(Saved data entries)
====

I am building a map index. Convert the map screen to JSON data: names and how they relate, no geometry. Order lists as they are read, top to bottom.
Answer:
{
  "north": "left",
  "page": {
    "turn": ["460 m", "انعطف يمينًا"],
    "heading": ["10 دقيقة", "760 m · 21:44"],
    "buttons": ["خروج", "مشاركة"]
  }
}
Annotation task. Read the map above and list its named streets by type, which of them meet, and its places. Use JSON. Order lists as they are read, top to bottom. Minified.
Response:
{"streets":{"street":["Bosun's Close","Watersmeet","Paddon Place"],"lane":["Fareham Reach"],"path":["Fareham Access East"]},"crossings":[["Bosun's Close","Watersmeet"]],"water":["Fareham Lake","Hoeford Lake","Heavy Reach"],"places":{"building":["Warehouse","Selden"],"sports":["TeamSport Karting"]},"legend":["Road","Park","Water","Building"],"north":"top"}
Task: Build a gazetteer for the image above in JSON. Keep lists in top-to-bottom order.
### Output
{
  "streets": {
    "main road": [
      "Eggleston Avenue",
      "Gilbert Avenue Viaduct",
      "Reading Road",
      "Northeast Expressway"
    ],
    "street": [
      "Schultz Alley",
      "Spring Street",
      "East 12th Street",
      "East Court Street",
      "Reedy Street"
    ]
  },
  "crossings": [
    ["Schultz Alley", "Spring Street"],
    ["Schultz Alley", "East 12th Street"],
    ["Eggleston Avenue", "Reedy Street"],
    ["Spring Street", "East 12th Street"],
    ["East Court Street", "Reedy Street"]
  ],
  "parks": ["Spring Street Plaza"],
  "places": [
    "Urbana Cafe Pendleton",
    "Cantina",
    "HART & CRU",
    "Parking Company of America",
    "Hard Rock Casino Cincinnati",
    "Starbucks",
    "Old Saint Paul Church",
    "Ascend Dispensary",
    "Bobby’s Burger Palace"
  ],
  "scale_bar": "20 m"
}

====

→ WORK INSTRUCTIONS: Every line of the data must be reproduced exactly.

→ TASK OUTPUT:
I am building a map index. Convert the map screen to JSON data: names and how they relate, no geometry. Order lists as they are read, top to bottom.
Answer:
{
  "north": "left",
  "page": {
    "turn": ["460 m", "انعطف يمينًا"],
    "heading": ["10 دقيقة", "760 m · 21:44"],
    "buttons": ["خروج", "مشاركة"]
  }
}
Annotation task. Read the map above and list its named streets by type, which of them meet, and its places. Use JSON. Order lists as they are read, top to bottom. Minified.
Response:
{"streets":{"street":["Bosun's Close","Watersmeet","Paddon Place"],"lane":["Fareham Reach"],"path":["Fareham Access East"]},"crossings":[["Bosun's Close","Watersmeet"]],"water":["Fareham Lake","Hoeford Lake","Heavy Reach"],"places":{"building":["Warehouse","Selden"],"sports":["TeamSport Karting"]},"legend":["Road","Park","Water","Building"],"north":"top"}
Task: Build a gazetteer for the image above in JSON. Keep lists in top-to-bottom order.
### Output
{
  "streets": {
    "main road": [
      "Eggleston Avenue",
      "Gilbert Avenue Viaduct",
      "Reading Road",
      "Northeast Expressway"
    ],
    "street": [
      "Schultz Alley",
      "Spring Street",
      "East 12th Street",
      "East Court Street",
      "Reedy Street"
    ]
  },
  "crossings": [
    ["Schultz Alley", "Spring Street"],
    ["Schultz Alley", "East 12th Street"],
    ["Eggleston Avenue", "Reedy Street"],
    ["Spring Street", "East 12th Street"],
    ["East Court Street", "Reedy Street"]
  ],
  "parks": ["Spring Street Plaza"],
  "places": [
    "Urbana Cafe Pendleton",
    "Cantina",
    "HART & CRU",
    "Parking Company of America",
    "Hard Rock Casino Cincinnati",
    "Starbucks",
    "Old Saint Paul Church",
    "Ascend Dispensary",
    "Bobby’s Burger Palace"
  ],
  "scale_bar": "20 m"
}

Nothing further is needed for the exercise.